The interoperability is lovely, looking forward to having just one app!
> And among the restrictions are stipulations that gatekeepers cannot:
> [...]
> require app developers to use certain services (such as payment systems or identity providers) in order to be listed in app stores.
This is a giant blow for Apple.
I am very curious to see how and if this will be implemented, and enforced!
Isn’t it… the opposite of a blow to Apple? If there interoperability, why would I ever use anything than my phone’s default messaging app? (Especially if E2E encryption is a requirement, which it looks like it is)
This is just regulatory capture cementing the OS owners above app developers.
It means that even if you still use the default iOS messaging app, your contacts can use other messaging apps, rather than being locked into iMessage and therefore the Apple ecosystem. It breaks down some of the barriers to competition for new mobile OSes and messaging apps. This is a good thing.
It is also really annoying for those of us who like the fact that canceling is easy, and that I can count on it being easy. At least make it so that the choice of merchant should be the user, not the app developer.
It wont break it. You can send and receive the messages. To decrypt it, you will need the same app as the sender used.
Basically how it works with email. If you pgp encrypt the message and the receiver only has smime at the moment, they wont be able to read your message.
This .eu thing is about platforms providing an api to connect and exchange data. It's not about what data etc can and cannot be used.
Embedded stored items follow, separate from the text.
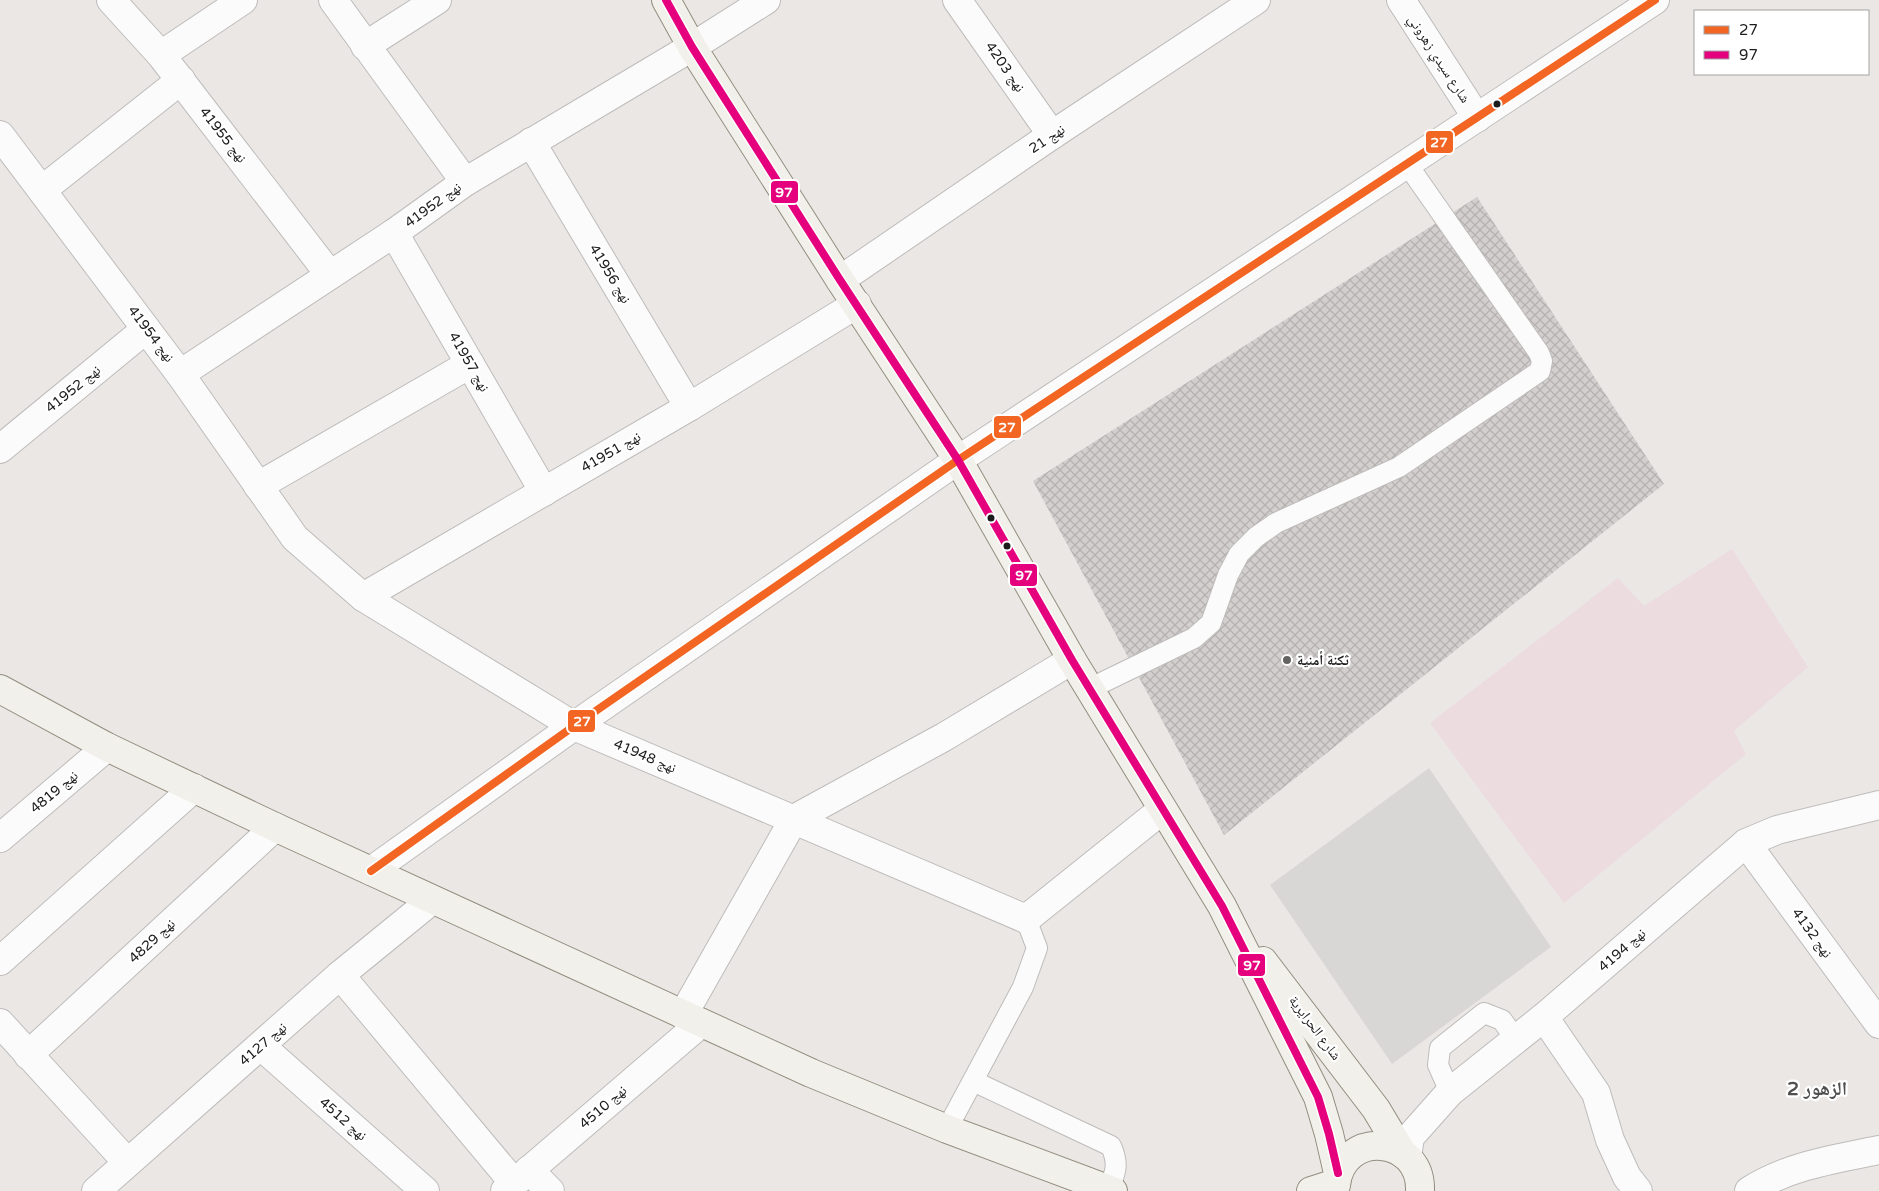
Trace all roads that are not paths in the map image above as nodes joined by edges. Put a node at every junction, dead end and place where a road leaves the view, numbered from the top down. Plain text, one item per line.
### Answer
1 (110, 0) edge
2 (244, 0) edge
3 (333, 0) edge
4 (437, 0) edge
5 (666, 0) edge
6 (766, 0) edge
7 (957, 0) edge
8 (1256, 0) edge
9 (1401, 0) edge
10 (1655, 0) edge
11 (366, 46) junction
12 (692, 47) junction
13 (162, 55) junction
14 (180, 80) junction
15 (1477, 118) junction
16 (0, 135) edge
17 (1052, 135) junction
18 (531, 142) junction
19 (1407, 164) junction
20 (465, 182) junction
21 (42, 190) junction
22 (394, 233) junction
23 (330, 275) junction
24 (840, 280) junction
25 (857, 304) junction
26 (146, 329) junction
27 (470, 364) junction
28 (180, 374) junction
29 (690, 407) junction
30 (0, 449) edge
31 (958, 460) junction
32 (258, 486) junction
33 (544, 492) junction
34 (295, 538) joint
35 (363, 597) junction
36 (1072, 660) junction
37 (0, 689) edge
38 (1089, 689) junction
39 (574, 726) junction
40 (107, 747) junction
41 (194, 788) junction
42 (1879, 805) edge
43 (1162, 810) junction
44 (794, 819) junction
45 (275, 827) junction
46 (0, 838) edge
47 (1746, 843) junction
48 (370, 871) junction
49 (432, 900) junction
50 (1222, 906) junction
51 (1026, 919) junction
52 (0, 961) edge
53 (340, 975) junction
54 (1544, 1017) junction
55 (692, 1019) junction
56 (0, 1024) edge
57 (1879, 1024) edge
58 (1516, 1040) junction
59 (261, 1046) junction
60 (28, 1055) junction
61 (972, 1082) junction
62 (1450, 1092) junction
63 (947, 1129) junction
64 (1879, 1150) edge
65 (1405, 1155) junction
66 (127, 1162) junction
67 (516, 1182) edge
68 (1331, 1184) edge
69 (1110, 1190) edge
70 (96, 1191) edge
71 (425, 1191) edge
72 (550, 1191) edge
73 (1420, 1191) edge
74 (1638, 1191) edge
75 (1749, 1191) edge

1 - 13 street, نهج 41955
2 - 13 street
3 - 11 street
4 - 11 street
5 - 12 main road, شارع الحرايرية
6 - 12 street, نهج 41952
7 - 17 street, نهج 4203
8 - 17 street, نهج 21
9 - 15 street, شارع سيدي زهروني
10 - 15 street
11 - 20 street
12 - 18 street, نهج 41952
12 - 24 main road, شارع الحرايرية
13 - 14 street, نهج 41955
14 - 21 street
14 - 23 street, نهج 41955
15 - 19 street
16 - 21 street, نهج 41954
17 - 24 street, نهج 21
18 - 20 street, نهج 41952
18 - 29 street, نهج 41956
19 - 31 street
19 - 38 lane
20 - 22 street, نهج 41952
21 - 26 street, نهج 41954
22 - 23 street, نهج 41952
22 - 27 street, نهج 41957
23 - 28 street, نهج 41952
24 - 25 main road, شارع الحرايرية
25 - 29 street, نهج 41951
25 - 31 main road, شارع الحرايرية
26 - 28 street, نهج 41954
26 - 30 street, نهج 41952
27 - 32 street
27 - 33 street, نهج 41957
28 - 32 street, نهج 41954
29 - 33 street, نهج 41951
31 - 36 main road, شارع الحرايرية
31 - 39 street
32 - 34 street, نهج 41954
33 - 35 street, نهج 41951
34 - 35 street, نهج 41948
35 - 39 street, نهج 41948
36 - 38 main road, شارع الحرايرية
36 - 44 street
37 - 40 main road
38 - 43 main road, شارع الحرايرية
39 - 44 street, نهج 41948
39 - 48 street
40 - 41 main road
40 - 46 street, نهج 4819
41 - 45 main road
41 - 52 street
42 - 47 street, نهج 4194
43 - 50 main road, شارع الحرايرية
43 - 51 street
44 - 51 street, نهج 41948
44 - 55 street, نهج 4510
45 - 48 main road
45 - 60 street, نهج 4829
47 - 54 street, نهج 4194
47 - 57 street, نهج 4132
48 - 49 main road
49 - 53 street, نهج 4127
49 - 55 main road
50 - 65 main road, شارع الحرايرية
50 - 68 main road, شارع الحرايرية
51 - 61 lane
53 - 59 street, نهج 4127
53 - 67 street
54 - 58 street, نهج 4194
54 - 74 street
55 - 63 main road
55 - 67 street, نهج 4510
56 - 60 street
58 - 62 street, نهج 4194
58 - 62 lane
59 - 66 street, نهج 4127
59 - 71 street, نهج 4512
60 - 66 street
61 - 63 lane
61 - 69 lane
62 - 65 street, نهج 4194
63 - 69 main road
64 - 75 street
65 - 68 main road
65 - 73 main road, شارع الحرايرية
66 - 70 street, نهج 4127
67 - 72 street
> “The first basic messaging features will be user-to-user messages, video and voice calls, as well as basic file transfer (photos, videos), and then over time, more features such as group chats will come,” noted Schwab. “Everything must be end-to-end encrypted.”
EU continues to demonstrate willful and wild delusion regarding technology. “Big Tech” and “Ad Tech” need reigning in, for sure, but the EU seems intent upon finding the worst possible means of understanding a problem then mandating the worst possible solutions to their misunderstandings. They’re somehow even worse than the USA’s legal/judicial systems in this respect. Insane.
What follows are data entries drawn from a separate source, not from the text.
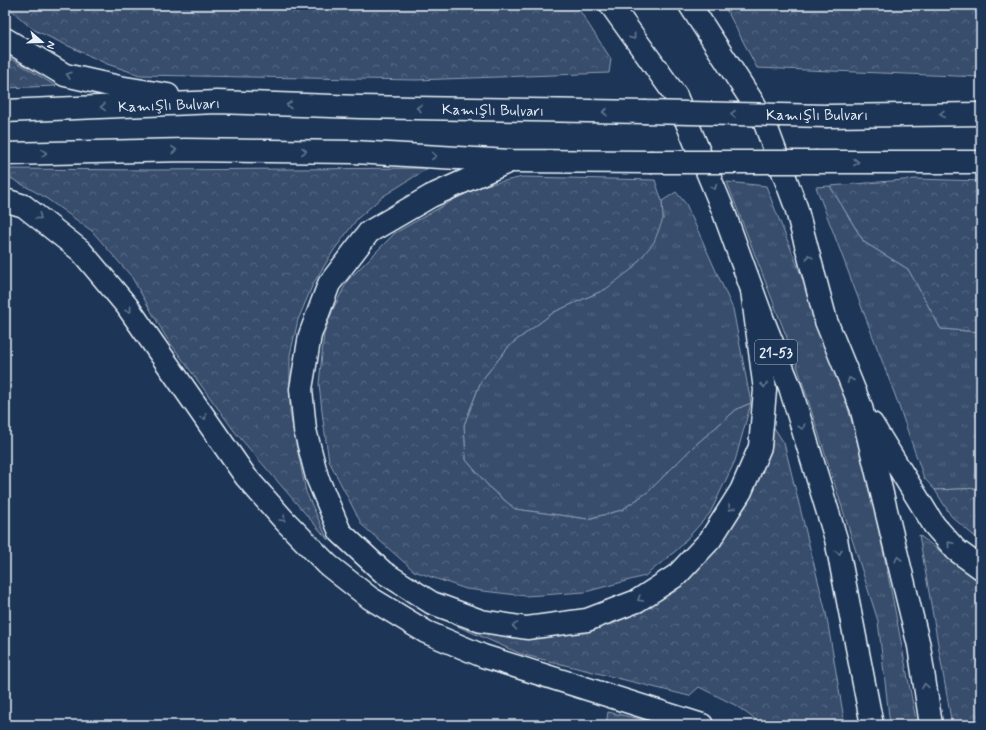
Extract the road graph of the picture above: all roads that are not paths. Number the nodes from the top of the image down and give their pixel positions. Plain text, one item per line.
1 (610, 5) edge
2 (690, 5) edge
3 (5, 39) edge
4 (217, 102) junction
5 (5, 111) edge
6 (981, 114) edge
7 (5, 154) edge
8 (510, 161) junction
9 (981, 162) edge
10 (5, 200) edge
11 (752, 290) junction
12 (861, 407) junction
13 (981, 568) edge
14 (702, 725) edge
15 (872, 725) edge
16 (931, 725) edge

1 -> 11 highway, 21-53
12 -> 2 highway
4 -> 3 highway
4 -> 5 highway, Kamışlı Bulvarı
6 -> 4 highway, Kamışlı Bulvarı, bridge
7 -> 8 highway
8 -> 9 highway, bridge
11 -> 8 highway
10 -> 14 highway
11 -> 15 highway, 21-53
13 -> 12 highway
16 -> 12 highway

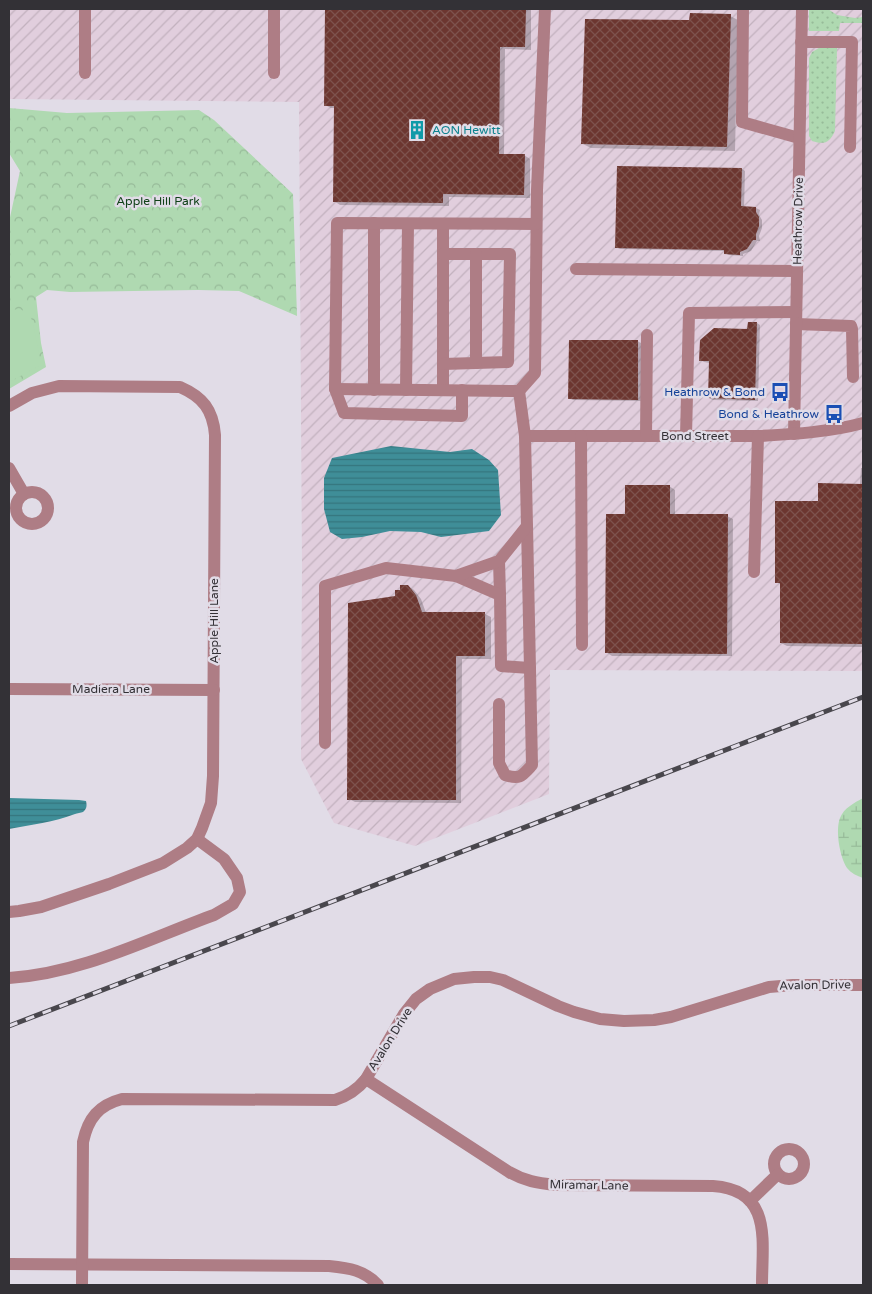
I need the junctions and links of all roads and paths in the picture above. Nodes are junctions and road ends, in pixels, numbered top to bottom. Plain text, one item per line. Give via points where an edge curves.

It’s much easier to understand when you recognize that practically none of the big tech companies are European, and their own tax laws have been weaponized by member states to allow foreign companies to extract capital while paying little in taxes. What they’d like is for more European companies to have a better chance in the market, but they can’t compete without regulatory assistance.
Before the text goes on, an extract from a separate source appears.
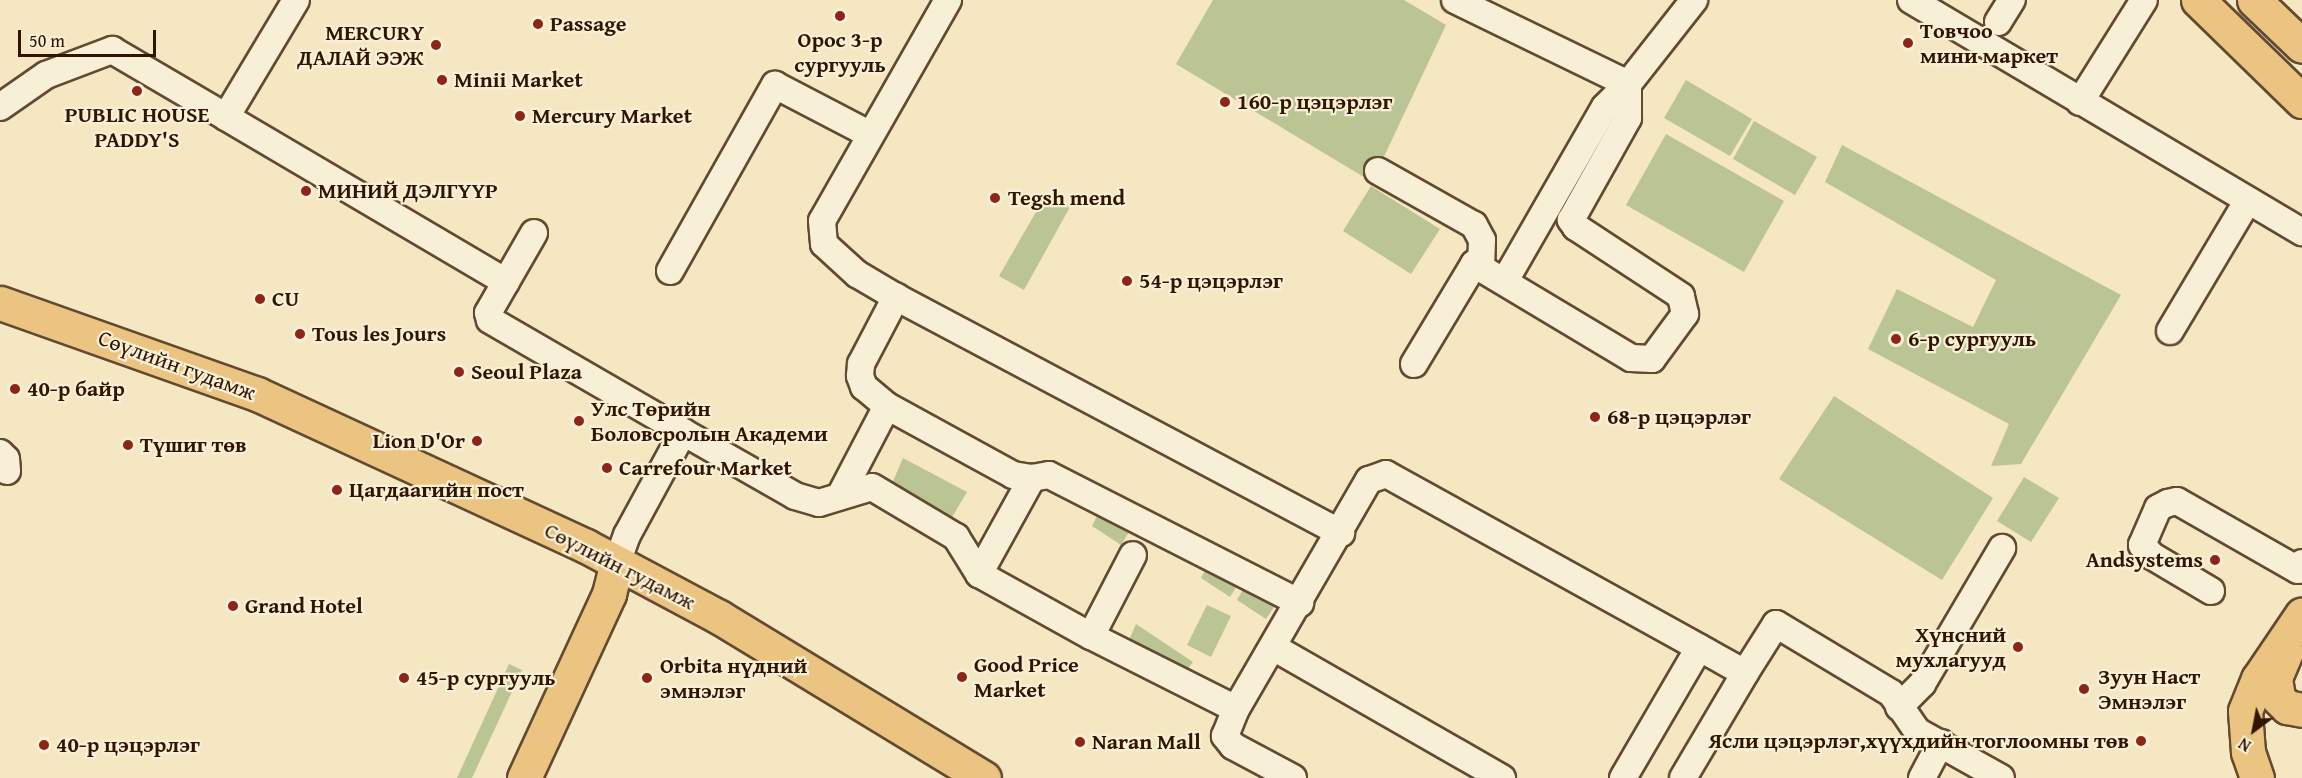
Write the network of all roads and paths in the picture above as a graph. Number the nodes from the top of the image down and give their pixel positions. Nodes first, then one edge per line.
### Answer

It actually doesn’t matter whether GDPR, messenger interoperability, standardized charger plugs, open payment processing, etc. have the stated benefits for consumers because they have the intended benefit for government.
I’ll wait to see the details but modern messaging apps are super complex and have tons of features. The odds of a third party implementing them all (and correctly) is low. Instead it’ll be like how iMessage “interoperates” with SMS, where non-native users are shunned for breaking everything for the group.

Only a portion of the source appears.